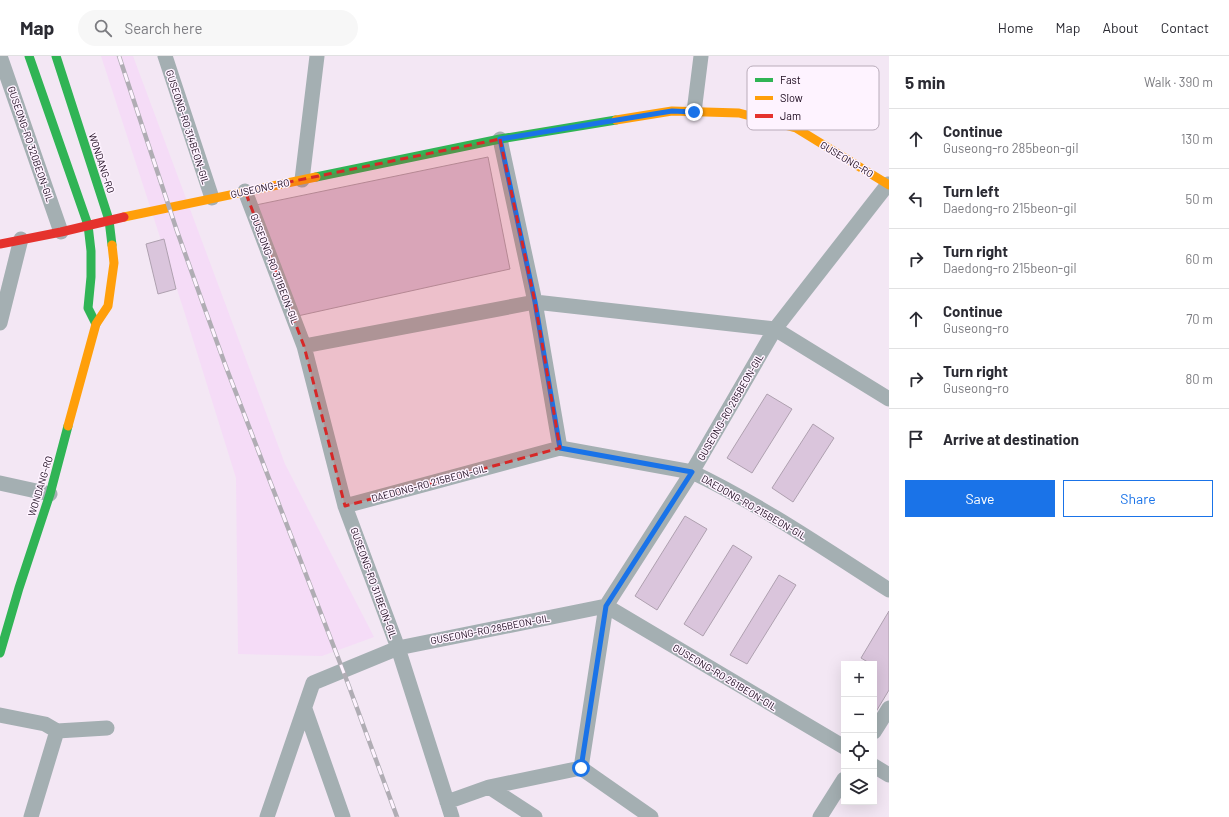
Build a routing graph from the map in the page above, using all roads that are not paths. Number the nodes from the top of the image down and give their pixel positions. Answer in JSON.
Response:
{"nodes":[{"id":1,"x":0,"y":56,"type":"edge"},
{"id":2,"x":29,"y":56,"type":"edge"},
{"id":3,"x":56,"y":56,"type":"edge"},
{"id":4,"x":165,"y":56,"type":"edge"},
{"id":5,"x":317,"y":56,"type":"edge"},
{"id":6,"x":701,"y":56,"type":"edge"},
{"id":7,"x":694,"y":112,"type":"junction"},
{"id":8,"x":747,"y":115,"type":"edge"},
{"id":9,"x":799,"y":130,"type":"edge"},
{"id":10,"x":500,"y":139,"type":"junction"},
{"id":11,"x":302,"y":180,"type":"junction"},
{"id":12,"x":889,"y":184,"type":"edge"},
{"id":13,"x":245,"y":191,"type":"junction"},
{"id":14,"x":212,"y":198,"type":"junction"},
{"id":15,"x":109,"y":220,"type":"junction"},
{"id":16,"x":88,"y":225,"type":"junction"},
{"id":17,"x":61,"y":232,"type":"junction"},
{"id":18,"x":21,"y":239,"type":"junction"},
{"id":19,"x":0,"y":244,"type":"edge"},
{"id":20,"x":535,"y":302,"type":"junction"},
{"id":21,"x":0,"y":323,"type":"edge"},
{"id":22,"x":96,"y":324,"type":"junction"},
{"id":23,"x":775,"y":329,"type":"junction"},
{"id":24,"x":304,"y":346,"type":"junction"},
{"id":25,"x":889,"y":399,"type":"edge"},
{"id":26,"x":560,"y":448,"type":"junction"},
{"id":27,"x":692,"y":472,"type":"junction"},
{"id":28,"x":0,"y":483,"type":"edge"},
{"id":29,"x":50,"y":494,"type":"junction"},
{"id":30,"x":345,"y":506,"type":"junction"},
{"id":31,"x":889,"y":590,"type":"edge"},
{"id":32,"x":606,"y":606,"type":"junction"},
{"id":33,"x":398,"y":648,"type":"junction"},
{"id":34,"x":0,"y":653,"type":"edge"},
{"id":35,"x":889,"y":708,"type":"edge"},
{"id":36,"x":305,"y":709,"type":"junction"},
{"id":37,"x":0,"y":715,"type":"edge"},
{"id":38,"x":877,"y":727,"type":"edge"},
{"id":39,"x":107,"y":728,"type":"dead end"},
{"id":40,"x":57,"y":732,"type":"junction"},
{"id":41,"x":841,"y":745,"type":"edge"},
{"id":42,"x":581,"y":768,"type":"junction"},
{"id":43,"x":877,"y":768,"type":"edge"},
{"id":44,"x":889,"y":775,"type":"edge"},
{"id":45,"x":841,"y":784,"type":"edge"},
{"id":46,"x":489,"y":787,"type":"junction"},
{"id":47,"x":447,"y":802,"type":"junction"},
{"id":48,"x":31,"y":817,"type":"edge"},
{"id":49,"x":267,"y":817,"type":"edge"},
{"id":50,"x":343,"y":817,"type":"edge"},
{"id":51,"x":452,"y":817,"type":"edge"},
{"id":52,"x":535,"y":817,"type":"edge"},
{"id":53,"x":651,"y":817,"type":"edge"},
{"id":54,"x":820,"y":817,"type":"edge"}],
"edges":[{"from":1,"to":17,"type":"street","name":"GUSEONG-RO 320BEON-GIL"},
{"from":2,"to":16,"type":"main road"},
{"from":3,"to":15,"type":"main road","name":"WONDANG-RO"},
{"from":4,"to":14,"type":"street","name":"GUSEONG-RO 314BEON-GIL"},
{"from":5,"to":11,"type":"street"},
{"from":6,"to":7,"type":"street"},
{"from":7,"to":8,"type":"main road","name":"GUSEONG-RO"},
{"from":7,"to":10,"type":"main road","name":"GUSEONG-RO"},
{"from":9,"to":12,"type":"main road","name":"GUSEONG-RO"},
{"from":10,"to":11,"type":"main road","name":"GUSEONG-RO"},
{"from":10,"to":20,"type":"street"},
{"from":11,"to":13,"type":"main road","name":"GUSEONG-RO"},
{"from":12,"to":23,"type":"street","name":"GUSEONG-RO 285BEON-GIL"},
{"from":13,"to":14,"type":"main road","name":"GUSEONG-RO"},
{"from":13,"to":24,"type":"street","name":"GUSEONG-RO 311BEON-GIL"},
{"from":14,"to":15,"type":"main road","name":"GUSEONG-RO"},
{"from":15,"to":16,"type":"main road","name":"GUSEONG-RO"},
{"from":15,"to":22,"type":"main road","name":"WONDANG-RO"},
{"from":16,"to":17,"type":"main road","name":"GUSEONG-RO"},
{"from":16,"to":22,"type":"main road"},
{"from":17,"to":18,"type":"main road","name":"GUSEONG-RO"},
{"from":18,"to":19,"type":"main road","name":"GUSEONG-RO"},
{"from":18,"to":21,"type":"street"},
{"from":20,"to":23,"type":"street"},
{"from":20,"to":24,"type":"street"},
{"from":20,"to":26,"type":"street"},
{"from":22,"to":29,"type":"main road","name":"WONDANG-RO"},
{"from":23,"to":25,"type":"street"},
{"from":23,"to":27,"type":"street","name":"GUSEONG-RO 285BEON-GIL"},
{"from":24,"to":30,"type":"street","name":"GUSEONG-RO 311BEON-GIL"},
{"from":26,"to":27,"type":"street","name":"DAEDONG-RO 215BEON-GIL"},
{"from":26,"to":30,"type":"street","name":"DAEDONG-RO 215BEON-GIL"},
{"from":27,"to":31,"type":"street","name":"DAEDONG-RO 215BEON-GIL"},
{"from":27,"to":32,"type":"street","name":"GUSEONG-RO 285BEON-GIL"},
{"from":28,"to":29,"type":"street"},
{"from":29,"to":34,"type":"main road","name":"WONDANG-RO"},
{"from":30,"to":33,"type":"street","name":"GUSEONG-RO 311BEON-GIL"},
{"from":32,"to":33,"type":"street","name":"GUSEONG-RO 285BEON-GIL"},
{"from":32,"to":41,"type":"street","name":"GUSEONG-RO 261BEON-GIL"},
{"from":32,"to":42,"type":"street","name":"GUSEONG-RO 285BEON-GIL"},
{"from":33,"to":36,"type":"street","name":"GUSEONG-RO 285BEON-GIL"},
{"from":33,"to":47,"type":"street","name":"GUSEONG-RO 311BEON-GIL"},
{"from":35,"to":38,"type":"street"},
{"from":36,"to":49,"type":"street"},
{"from":36,"to":50,"type":"street"},
{"from":37,"to":40,"type":"street"},
{"from":39,"to":40,"type":"street"},
{"from":40,"to":48,"type":"street"},
{"from":42,"to":46,"type":"street"},
{"from":42,"to":53,"type":"street"},
{"from":43,"to":44,"type":"street"},
{"from":45,"to":54,"type":"street"},
{"from":46,"to":47,"type":"street"},
{"from":46,"to":52,"type":"street"},
{"from":47,"to":51,"type":"street","name":"GUSEONG-RO 311BEON-GIL"}]}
⁂
## [PROMPT]
Pictures stay out; copy every entry above exactly.

## [OUTPUT FOR THIS EXERCISE]
Build a routing graph from the map in the page above, using all roads that are not paths. Number the nodes from the top of the image down and give their pixel positions. Answer in JSON.
Response:
{"nodes":[{"id":1,"x":0,"y":56,"type":"edge"},
{"id":2,"x":29,"y":56,"type":"edge"},
{"id":3,"x":56,"y":56,"type":"edge"},
{"id":4,"x":165,"y":56,"type":"edge"},
{"id":5,"x":317,"y":56,"type":"edge"},
{"id":6,"x":701,"y":56,"type":"edge"},
{"id":7,"x":694,"y":112,"type":"junction"},
{"id":8,"x":747,"y":115,"type":"edge"},
{"id":9,"x":799,"y":130,"type":"edge"},
{"id":10,"x":500,"y":139,"type":"junction"},
{"id":11,"x":302,"y":180,"type":"junction"},
{"id":12,"x":889,"y":184,"type":"edge"},
{"id":13,"x":245,"y":191,"type":"junction"},
{"id":14,"x":212,"y":198,"type":"junction"},
{"id":15,"x":109,"y":220,"type":"junction"},
{"id":16,"x":88,"y":225,"type":"junction"},
{"id":17,"x":61,"y":232,"type":"junction"},
{"id":18,"x":21,"y":239,"type":"junction"},
{"id":19,"x":0,"y":244,"type":"edge"},
{"id":20,"x":535,"y":302,"type":"junction"},
{"id":21,"x":0,"y":323,"type":"edge"},
{"id":22,"x":96,"y":324,"type":"junction"},
{"id":23,"x":775,"y":329,"type":"junction"},
{"id":24,"x":304,"y":346,"type":"junction"},
{"id":25,"x":889,"y":399,"type":"edge"},
{"id":26,"x":560,"y":448,"type":"junction"},
{"id":27,"x":692,"y":472,"type":"junction"},
{"id":28,"x":0,"y":483,"type":"edge"},
{"id":29,"x":50,"y":494,"type":"junction"},
{"id":30,"x":345,"y":506,"type":"junction"},
{"id":31,"x":889,"y":590,"type":"edge"},
{"id":32,"x":606,"y":606,"type":"junction"},
{"id":33,"x":398,"y":648,"type":"junction"},
{"id":34,"x":0,"y":653,"type":"edge"},
{"id":35,"x":889,"y":708,"type":"edge"},
{"id":36,"x":305,"y":709,"type":"junction"},
{"id":37,"x":0,"y":715,"type":"edge"},
{"id":38,"x":877,"y":727,"type":"edge"},
{"id":39,"x":107,"y":728,"type":"dead end"},
{"id":40,"x":57,"y":732,"type":"junction"},
{"id":41,"x":841,"y":745,"type":"edge"},
{"id":42,"x":581,"y":768,"type":"junction"},
{"id":43,"x":877,"y":768,"type":"edge"},
{"id":44,"x":889,"y":775,"type":"edge"},
{"id":45,"x":841,"y":784,"type":"edge"},
{"id":46,"x":489,"y":787,"type":"junction"},
{"id":47,"x":447,"y":802,"type":"junction"},
{"id":48,"x":31,"y":817,"type":"edge"},
{"id":49,"x":267,"y":817,"type":"edge"},
{"id":50,"x":343,"y":817,"type":"edge"},
{"id":51,"x":452,"y":817,"type":"edge"},
{"id":52,"x":535,"y":817,"type":"edge"},
{"id":53,"x":651,"y":817,"type":"edge"},
{"id":54,"x":820,"y":817,"type":"edge"}],
"edges":[{"from":1,"to":17,"type":"street","name":"GUSEONG-RO 320BEON-GIL"},
{"from":2,"to":16,"type":"main road"},
{"from":3,"to":15,"type":"main road","name":"WONDANG-RO"},
{"from":4,"to":14,"type":"street","name":"GUSEONG-RO 314BEON-GIL"},
{"from":5,"to":11,"type":"street"},
{"from":6,"to":7,"type":"street"},
{"from":7,"to":8,"type":"main road","name":"GUSEONG-RO"},
{"from":7,"to":10,"type":"main road","name":"GUSEONG-RO"},
{"from":9,"to":12,"type":"main road","name":"GUSEONG-RO"},
{"from":10,"to":11,"type":"main road","name":"GUSEONG-RO"},
{"from":10,"to":20,"type":"street"},
{"from":11,"to":13,"type":"main road","name":"GUSEONG-RO"},
{"from":12,"to":23,"type":"street","name":"GUSEONG-RO 285BEON-GIL"},
{"from":13,"to":14,"type":"main road","name":"GUSEONG-RO"},
{"from":13,"to":24,"type":"street","name":"GUSEONG-RO 311BEON-GIL"},
{"from":14,"to":15,"type":"main road","name":"GUSEONG-RO"},
{"from":15,"to":16,"type":"main road","name":"GUSEONG-RO"},
{"from":15,"to":22,"type":"main road","name":"WONDANG-RO"},
{"from":16,"to":17,"type":"main road","name":"GUSEONG-RO"},
{"from":16,"to":22,"type":"main road"},
{"from":17,"to":18,"type":"main road","name":"GUSEONG-RO"},
{"from":18,"to":19,"type":"main road","name":"GUSEONG-RO"},
{"from":18,"to":21,"type":"street"},
{"from":20,"to":23,"type":"street"},
{"from":20,"to":24,"type":"street"},
{"from":20,"to":26,"type":"street"},
{"from":22,"to":29,"type":"main road","name":"WONDANG-RO"},
{"from":23,"to":25,"type":"street"},
{"from":23,"to":27,"type":"street","name":"GUSEONG-RO 285BEON-GIL"},
{"from":24,"to":30,"type":"street","name":"GUSEONG-RO 311BEON-GIL"},
{"from":26,"to":27,"type":"street","name":"DAEDONG-RO 215BEON-GIL"},
{"from":26,"to":30,"type":"street","name":"DAEDONG-RO 215BEON-GIL"},
{"from":27,"to":31,"type":"street","name":"DAEDONG-RO 215BEON-GIL"},
{"from":27,"to":32,"type":"street","name":"GUSEONG-RO 285BEON-GIL"},
{"from":28,"to":29,"type":"street"},
{"from":29,"to":34,"type":"main road","name":"WONDANG-RO"},
{"from":30,"to":33,"type":"street","name":"GUSEONG-RO 311BEON-GIL"},
{"from":32,"to":33,"type":"street","name":"GUSEONG-RO 285BEON-GIL"},
{"from":32,"to":41,"type":"street","name":"GUSEONG-RO 261BEON-GIL"},
{"from":32,"to":42,"type":"street","name":"GUSEONG-RO 285BEON-GIL"},
{"from":33,"to":36,"type":"street","name":"GUSEONG-RO 285BEON-GIL"},
{"from":33,"to":47,"type":"street","name":"GUSEONG-RO 311BEON-GIL"},
{"from":35,"to":38,"type":"street"},
{"from":36,"to":49,"type":"street"},
{"from":36,"to":50,"type":"street"},
{"from":37,"to":40,"type":"street"},
{"from":39,"to":40,"type":"street"},
{"from":40,"to":48,"type":"street"},
{"from":42,"to":46,"type":"street"},
{"from":42,"to":53,"type":"street"},
{"from":43,"to":44,"type":"street"},
{"from":45,"to":54,"type":"street"},
{"from":46,"to":47,"type":"street"},
{"from":46,"to":52,"type":"street"},
{"from":47,"to":51,"type":"street","name":"GUSEONG-RO 311BEON-GIL"}]}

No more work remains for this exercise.